▶ [EXTRACTED ENTRIES]
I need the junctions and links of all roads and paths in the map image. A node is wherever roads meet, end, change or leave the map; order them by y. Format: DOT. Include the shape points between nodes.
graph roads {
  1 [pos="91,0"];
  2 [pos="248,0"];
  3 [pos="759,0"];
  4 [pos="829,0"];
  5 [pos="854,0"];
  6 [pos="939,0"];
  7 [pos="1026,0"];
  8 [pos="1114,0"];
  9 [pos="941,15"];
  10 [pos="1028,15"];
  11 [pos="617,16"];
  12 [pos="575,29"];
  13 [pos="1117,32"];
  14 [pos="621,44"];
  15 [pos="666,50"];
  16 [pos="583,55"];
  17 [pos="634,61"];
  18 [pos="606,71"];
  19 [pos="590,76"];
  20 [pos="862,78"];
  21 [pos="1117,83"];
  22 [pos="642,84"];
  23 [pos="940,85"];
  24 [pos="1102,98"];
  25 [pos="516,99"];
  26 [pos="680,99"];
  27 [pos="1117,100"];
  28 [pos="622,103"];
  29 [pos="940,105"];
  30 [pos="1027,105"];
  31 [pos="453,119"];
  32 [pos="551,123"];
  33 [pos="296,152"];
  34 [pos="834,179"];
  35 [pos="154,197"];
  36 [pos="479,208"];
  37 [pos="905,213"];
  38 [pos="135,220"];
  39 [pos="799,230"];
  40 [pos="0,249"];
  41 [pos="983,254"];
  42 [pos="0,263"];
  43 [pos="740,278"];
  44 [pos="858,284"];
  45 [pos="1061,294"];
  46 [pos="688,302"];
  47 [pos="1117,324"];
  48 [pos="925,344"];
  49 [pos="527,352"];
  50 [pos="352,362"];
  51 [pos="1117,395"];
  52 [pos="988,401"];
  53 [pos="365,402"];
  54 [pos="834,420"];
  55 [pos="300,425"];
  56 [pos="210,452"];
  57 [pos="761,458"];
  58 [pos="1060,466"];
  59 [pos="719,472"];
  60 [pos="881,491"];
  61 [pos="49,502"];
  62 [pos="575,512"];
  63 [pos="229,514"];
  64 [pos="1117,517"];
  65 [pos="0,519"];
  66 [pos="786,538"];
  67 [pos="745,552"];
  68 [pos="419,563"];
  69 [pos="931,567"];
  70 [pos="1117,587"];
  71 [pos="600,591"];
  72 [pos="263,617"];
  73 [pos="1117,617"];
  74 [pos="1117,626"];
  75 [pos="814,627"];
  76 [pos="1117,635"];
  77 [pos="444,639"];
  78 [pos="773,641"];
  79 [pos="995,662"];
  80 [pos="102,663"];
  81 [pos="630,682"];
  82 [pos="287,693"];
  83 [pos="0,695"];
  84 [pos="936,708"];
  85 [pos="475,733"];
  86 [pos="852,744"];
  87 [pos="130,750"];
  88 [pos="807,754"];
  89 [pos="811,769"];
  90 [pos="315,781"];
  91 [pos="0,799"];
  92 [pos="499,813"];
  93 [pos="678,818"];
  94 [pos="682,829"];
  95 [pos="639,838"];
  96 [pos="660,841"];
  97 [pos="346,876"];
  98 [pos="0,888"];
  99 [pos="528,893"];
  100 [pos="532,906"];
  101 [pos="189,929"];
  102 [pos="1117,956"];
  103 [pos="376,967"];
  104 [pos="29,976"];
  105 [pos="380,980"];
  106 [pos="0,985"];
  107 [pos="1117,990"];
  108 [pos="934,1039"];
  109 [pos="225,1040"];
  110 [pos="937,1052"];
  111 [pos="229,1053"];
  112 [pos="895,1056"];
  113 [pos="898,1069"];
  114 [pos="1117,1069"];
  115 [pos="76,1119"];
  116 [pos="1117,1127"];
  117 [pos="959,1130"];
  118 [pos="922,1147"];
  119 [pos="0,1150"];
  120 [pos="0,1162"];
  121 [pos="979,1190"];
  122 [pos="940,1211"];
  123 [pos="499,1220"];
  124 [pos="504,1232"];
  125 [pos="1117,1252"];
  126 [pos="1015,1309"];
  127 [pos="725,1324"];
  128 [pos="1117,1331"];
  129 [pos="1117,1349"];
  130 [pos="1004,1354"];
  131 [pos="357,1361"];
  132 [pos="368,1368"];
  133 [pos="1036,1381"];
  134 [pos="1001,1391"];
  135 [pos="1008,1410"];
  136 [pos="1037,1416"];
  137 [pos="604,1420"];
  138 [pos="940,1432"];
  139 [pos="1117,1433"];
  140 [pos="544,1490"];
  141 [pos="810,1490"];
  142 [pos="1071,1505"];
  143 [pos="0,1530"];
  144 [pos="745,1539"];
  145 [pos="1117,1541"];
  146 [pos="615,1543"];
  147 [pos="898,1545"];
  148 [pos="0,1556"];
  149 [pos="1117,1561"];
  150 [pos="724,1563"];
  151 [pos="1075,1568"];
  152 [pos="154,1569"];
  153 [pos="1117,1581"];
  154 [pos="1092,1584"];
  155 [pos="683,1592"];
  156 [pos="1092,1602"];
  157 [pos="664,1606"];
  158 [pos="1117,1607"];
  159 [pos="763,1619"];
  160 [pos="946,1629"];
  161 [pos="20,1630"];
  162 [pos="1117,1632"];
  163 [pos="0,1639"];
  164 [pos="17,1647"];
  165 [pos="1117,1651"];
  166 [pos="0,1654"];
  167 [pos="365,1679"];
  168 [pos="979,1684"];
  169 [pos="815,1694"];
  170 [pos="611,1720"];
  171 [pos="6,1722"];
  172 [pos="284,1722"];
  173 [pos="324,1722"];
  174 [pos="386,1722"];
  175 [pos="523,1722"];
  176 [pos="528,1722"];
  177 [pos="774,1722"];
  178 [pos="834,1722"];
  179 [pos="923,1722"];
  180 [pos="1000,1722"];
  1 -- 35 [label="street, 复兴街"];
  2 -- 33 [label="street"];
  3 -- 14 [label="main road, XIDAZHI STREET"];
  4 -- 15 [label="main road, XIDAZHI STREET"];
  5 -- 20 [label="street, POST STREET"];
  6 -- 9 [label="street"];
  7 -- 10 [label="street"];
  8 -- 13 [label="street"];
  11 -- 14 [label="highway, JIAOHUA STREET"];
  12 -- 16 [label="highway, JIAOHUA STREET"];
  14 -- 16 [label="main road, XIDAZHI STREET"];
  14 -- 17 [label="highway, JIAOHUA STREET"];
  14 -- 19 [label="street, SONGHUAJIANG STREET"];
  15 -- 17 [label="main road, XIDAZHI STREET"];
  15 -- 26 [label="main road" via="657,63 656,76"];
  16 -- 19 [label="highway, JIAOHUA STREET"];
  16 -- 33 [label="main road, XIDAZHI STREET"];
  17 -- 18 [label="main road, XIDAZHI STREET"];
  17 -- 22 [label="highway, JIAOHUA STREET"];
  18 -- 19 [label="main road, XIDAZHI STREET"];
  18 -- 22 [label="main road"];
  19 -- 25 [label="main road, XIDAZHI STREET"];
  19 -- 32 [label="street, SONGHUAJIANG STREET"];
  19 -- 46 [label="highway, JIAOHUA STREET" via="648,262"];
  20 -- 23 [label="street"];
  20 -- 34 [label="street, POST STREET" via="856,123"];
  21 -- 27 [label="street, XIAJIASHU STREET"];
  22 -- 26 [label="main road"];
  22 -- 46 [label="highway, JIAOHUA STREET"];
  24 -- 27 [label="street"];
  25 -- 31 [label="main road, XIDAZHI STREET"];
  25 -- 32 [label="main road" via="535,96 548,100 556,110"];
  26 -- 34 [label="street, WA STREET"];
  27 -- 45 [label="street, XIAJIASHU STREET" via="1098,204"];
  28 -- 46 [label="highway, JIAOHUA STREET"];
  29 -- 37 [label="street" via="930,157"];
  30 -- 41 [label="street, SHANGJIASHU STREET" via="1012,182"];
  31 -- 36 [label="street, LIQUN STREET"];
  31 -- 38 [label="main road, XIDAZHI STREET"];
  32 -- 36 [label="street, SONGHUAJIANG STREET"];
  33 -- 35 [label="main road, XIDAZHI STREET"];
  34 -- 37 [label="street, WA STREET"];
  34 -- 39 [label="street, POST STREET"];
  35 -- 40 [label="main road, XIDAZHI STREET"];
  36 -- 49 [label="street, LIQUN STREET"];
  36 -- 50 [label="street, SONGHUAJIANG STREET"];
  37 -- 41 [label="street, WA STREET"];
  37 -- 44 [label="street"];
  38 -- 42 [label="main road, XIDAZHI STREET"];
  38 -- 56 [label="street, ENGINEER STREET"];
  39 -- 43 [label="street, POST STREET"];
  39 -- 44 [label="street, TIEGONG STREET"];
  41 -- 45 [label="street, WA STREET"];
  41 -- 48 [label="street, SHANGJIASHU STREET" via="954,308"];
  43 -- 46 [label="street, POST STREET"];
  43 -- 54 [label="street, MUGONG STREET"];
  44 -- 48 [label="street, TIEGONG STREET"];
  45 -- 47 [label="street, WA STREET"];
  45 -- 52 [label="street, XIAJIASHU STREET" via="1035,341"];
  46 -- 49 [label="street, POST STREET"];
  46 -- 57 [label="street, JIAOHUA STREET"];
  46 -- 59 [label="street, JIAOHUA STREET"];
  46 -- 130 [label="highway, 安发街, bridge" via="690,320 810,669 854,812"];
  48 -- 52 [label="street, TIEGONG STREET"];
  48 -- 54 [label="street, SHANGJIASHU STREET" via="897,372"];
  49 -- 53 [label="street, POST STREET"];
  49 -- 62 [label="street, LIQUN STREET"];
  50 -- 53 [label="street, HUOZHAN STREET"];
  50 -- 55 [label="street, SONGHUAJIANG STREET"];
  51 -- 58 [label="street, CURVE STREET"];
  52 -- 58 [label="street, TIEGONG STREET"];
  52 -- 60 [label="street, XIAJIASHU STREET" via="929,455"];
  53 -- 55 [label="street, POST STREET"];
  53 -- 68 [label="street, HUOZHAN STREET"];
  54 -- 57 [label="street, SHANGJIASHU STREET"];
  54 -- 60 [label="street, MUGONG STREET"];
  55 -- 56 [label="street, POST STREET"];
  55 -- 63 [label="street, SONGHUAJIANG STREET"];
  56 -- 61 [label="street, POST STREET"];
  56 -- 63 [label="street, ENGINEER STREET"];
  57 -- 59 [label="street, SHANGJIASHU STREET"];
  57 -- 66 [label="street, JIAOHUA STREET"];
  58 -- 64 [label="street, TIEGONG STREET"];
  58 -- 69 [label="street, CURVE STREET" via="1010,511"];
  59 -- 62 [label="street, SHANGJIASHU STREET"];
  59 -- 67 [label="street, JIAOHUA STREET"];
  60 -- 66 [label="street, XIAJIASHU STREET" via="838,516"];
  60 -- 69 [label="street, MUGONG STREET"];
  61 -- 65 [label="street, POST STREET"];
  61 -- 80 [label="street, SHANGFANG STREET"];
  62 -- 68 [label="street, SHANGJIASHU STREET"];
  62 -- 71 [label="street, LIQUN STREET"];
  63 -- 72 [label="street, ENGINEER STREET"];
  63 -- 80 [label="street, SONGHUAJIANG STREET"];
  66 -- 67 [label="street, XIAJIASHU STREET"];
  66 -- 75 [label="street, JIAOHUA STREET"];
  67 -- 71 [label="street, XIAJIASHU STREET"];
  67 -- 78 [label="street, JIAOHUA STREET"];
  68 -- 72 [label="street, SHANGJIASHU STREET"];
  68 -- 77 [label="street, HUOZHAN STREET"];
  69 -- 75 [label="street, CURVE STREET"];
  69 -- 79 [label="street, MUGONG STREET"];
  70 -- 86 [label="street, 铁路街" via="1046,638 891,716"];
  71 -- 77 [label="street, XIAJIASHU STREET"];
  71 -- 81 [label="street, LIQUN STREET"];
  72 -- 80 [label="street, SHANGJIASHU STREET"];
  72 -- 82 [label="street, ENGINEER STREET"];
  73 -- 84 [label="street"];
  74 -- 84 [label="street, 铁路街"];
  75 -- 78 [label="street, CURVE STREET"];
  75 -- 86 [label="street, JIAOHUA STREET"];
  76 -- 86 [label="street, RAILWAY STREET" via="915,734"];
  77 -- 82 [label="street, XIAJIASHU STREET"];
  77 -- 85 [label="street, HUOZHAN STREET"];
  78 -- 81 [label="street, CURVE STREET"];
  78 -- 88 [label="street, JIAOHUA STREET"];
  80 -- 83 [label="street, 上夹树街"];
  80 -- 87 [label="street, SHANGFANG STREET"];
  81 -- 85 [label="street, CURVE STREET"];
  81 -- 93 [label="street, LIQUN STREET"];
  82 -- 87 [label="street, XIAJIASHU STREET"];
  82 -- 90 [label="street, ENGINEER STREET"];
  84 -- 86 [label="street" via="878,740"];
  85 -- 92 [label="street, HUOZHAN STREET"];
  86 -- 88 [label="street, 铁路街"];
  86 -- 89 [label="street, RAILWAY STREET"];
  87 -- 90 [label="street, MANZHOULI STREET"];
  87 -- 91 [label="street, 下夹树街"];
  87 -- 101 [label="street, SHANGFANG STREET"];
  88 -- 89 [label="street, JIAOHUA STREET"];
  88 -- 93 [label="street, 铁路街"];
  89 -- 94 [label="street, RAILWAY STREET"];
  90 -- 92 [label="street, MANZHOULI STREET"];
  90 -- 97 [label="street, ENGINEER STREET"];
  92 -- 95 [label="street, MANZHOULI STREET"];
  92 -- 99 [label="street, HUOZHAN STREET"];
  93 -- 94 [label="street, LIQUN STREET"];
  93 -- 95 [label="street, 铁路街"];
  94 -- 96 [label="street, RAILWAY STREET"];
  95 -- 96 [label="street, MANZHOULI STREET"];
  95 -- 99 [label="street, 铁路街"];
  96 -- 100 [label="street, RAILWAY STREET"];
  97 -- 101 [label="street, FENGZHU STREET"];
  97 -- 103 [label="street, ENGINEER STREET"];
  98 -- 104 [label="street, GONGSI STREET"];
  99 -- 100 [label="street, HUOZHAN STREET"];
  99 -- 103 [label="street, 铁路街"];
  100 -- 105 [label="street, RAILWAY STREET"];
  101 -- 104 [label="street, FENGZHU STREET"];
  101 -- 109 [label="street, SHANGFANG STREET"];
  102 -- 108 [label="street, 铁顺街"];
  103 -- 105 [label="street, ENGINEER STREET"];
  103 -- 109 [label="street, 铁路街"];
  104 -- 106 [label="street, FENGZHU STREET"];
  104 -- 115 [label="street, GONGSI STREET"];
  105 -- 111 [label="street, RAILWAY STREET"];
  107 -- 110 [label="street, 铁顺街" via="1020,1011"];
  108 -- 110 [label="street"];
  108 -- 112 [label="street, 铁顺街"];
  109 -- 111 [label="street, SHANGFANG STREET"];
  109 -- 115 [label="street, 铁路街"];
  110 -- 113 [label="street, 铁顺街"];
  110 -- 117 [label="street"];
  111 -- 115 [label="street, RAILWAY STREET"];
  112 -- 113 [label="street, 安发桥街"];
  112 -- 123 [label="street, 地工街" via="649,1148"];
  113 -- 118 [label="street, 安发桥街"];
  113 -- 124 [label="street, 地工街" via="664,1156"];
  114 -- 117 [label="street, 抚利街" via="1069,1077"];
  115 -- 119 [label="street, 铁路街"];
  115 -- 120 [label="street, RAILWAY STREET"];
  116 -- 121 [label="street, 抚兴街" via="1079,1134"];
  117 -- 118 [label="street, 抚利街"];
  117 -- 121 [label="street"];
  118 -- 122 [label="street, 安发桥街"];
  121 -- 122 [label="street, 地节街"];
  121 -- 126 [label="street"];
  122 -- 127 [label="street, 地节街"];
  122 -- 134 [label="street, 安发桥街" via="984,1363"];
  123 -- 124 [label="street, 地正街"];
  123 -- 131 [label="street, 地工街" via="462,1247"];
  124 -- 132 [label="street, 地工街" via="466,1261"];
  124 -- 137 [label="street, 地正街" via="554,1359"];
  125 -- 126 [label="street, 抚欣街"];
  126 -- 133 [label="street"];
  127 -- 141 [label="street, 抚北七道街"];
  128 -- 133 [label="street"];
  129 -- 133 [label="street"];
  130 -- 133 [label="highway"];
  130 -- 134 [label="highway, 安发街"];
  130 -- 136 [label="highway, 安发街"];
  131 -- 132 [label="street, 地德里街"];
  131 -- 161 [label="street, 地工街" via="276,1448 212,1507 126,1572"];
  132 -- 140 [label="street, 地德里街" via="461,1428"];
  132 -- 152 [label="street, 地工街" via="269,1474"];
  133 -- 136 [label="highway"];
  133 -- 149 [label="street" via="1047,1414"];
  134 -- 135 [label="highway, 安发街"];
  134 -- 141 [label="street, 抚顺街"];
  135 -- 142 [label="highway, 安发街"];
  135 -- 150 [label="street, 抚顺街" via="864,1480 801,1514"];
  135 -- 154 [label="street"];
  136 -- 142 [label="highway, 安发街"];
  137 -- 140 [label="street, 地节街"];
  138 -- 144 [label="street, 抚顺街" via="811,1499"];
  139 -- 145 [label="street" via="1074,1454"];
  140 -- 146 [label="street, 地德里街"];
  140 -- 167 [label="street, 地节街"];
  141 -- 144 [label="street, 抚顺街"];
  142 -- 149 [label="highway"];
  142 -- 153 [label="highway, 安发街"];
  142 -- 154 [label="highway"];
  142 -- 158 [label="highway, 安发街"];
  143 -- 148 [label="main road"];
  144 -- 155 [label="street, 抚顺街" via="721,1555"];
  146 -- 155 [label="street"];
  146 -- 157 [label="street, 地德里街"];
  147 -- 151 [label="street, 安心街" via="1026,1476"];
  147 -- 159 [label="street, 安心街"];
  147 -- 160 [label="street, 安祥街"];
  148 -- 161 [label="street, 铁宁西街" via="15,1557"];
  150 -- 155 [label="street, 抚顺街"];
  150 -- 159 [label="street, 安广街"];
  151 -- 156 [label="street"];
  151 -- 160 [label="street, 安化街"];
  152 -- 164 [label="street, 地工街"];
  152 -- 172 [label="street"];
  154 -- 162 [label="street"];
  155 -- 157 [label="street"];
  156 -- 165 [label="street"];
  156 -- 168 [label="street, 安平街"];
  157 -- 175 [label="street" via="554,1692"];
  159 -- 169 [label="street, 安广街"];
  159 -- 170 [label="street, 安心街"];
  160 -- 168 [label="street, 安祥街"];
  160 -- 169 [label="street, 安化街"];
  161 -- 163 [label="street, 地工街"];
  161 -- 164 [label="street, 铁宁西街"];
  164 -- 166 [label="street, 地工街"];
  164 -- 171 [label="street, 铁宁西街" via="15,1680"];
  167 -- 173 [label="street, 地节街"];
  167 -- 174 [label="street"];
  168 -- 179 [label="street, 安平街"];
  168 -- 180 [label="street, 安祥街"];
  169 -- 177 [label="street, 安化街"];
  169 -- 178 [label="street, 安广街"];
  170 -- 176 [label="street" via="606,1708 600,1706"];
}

▶ [WHAT YOU HAVE TO DO] Among the lines of the records, copy out each one that contains the word "HUOZHAN".

▶ [OUTPUT FOR THIS EXERCISE]
  50 -- 53 [label="street, HUOZHAN STREET"];
  53 -- 68 [label="street, HUOZHAN STREET"];
  68 -- 77 [label="street, HUOZHAN STREET"];
  77 -- 85 [label="street, HUOZHAN STREET"];
  85 -- 92 [label="street, HUOZHAN STREET"];
  92 -- 99 [label="street, HUOZHAN STREET"];
  99 -- 100 [label="street, HUOZHAN STREET"];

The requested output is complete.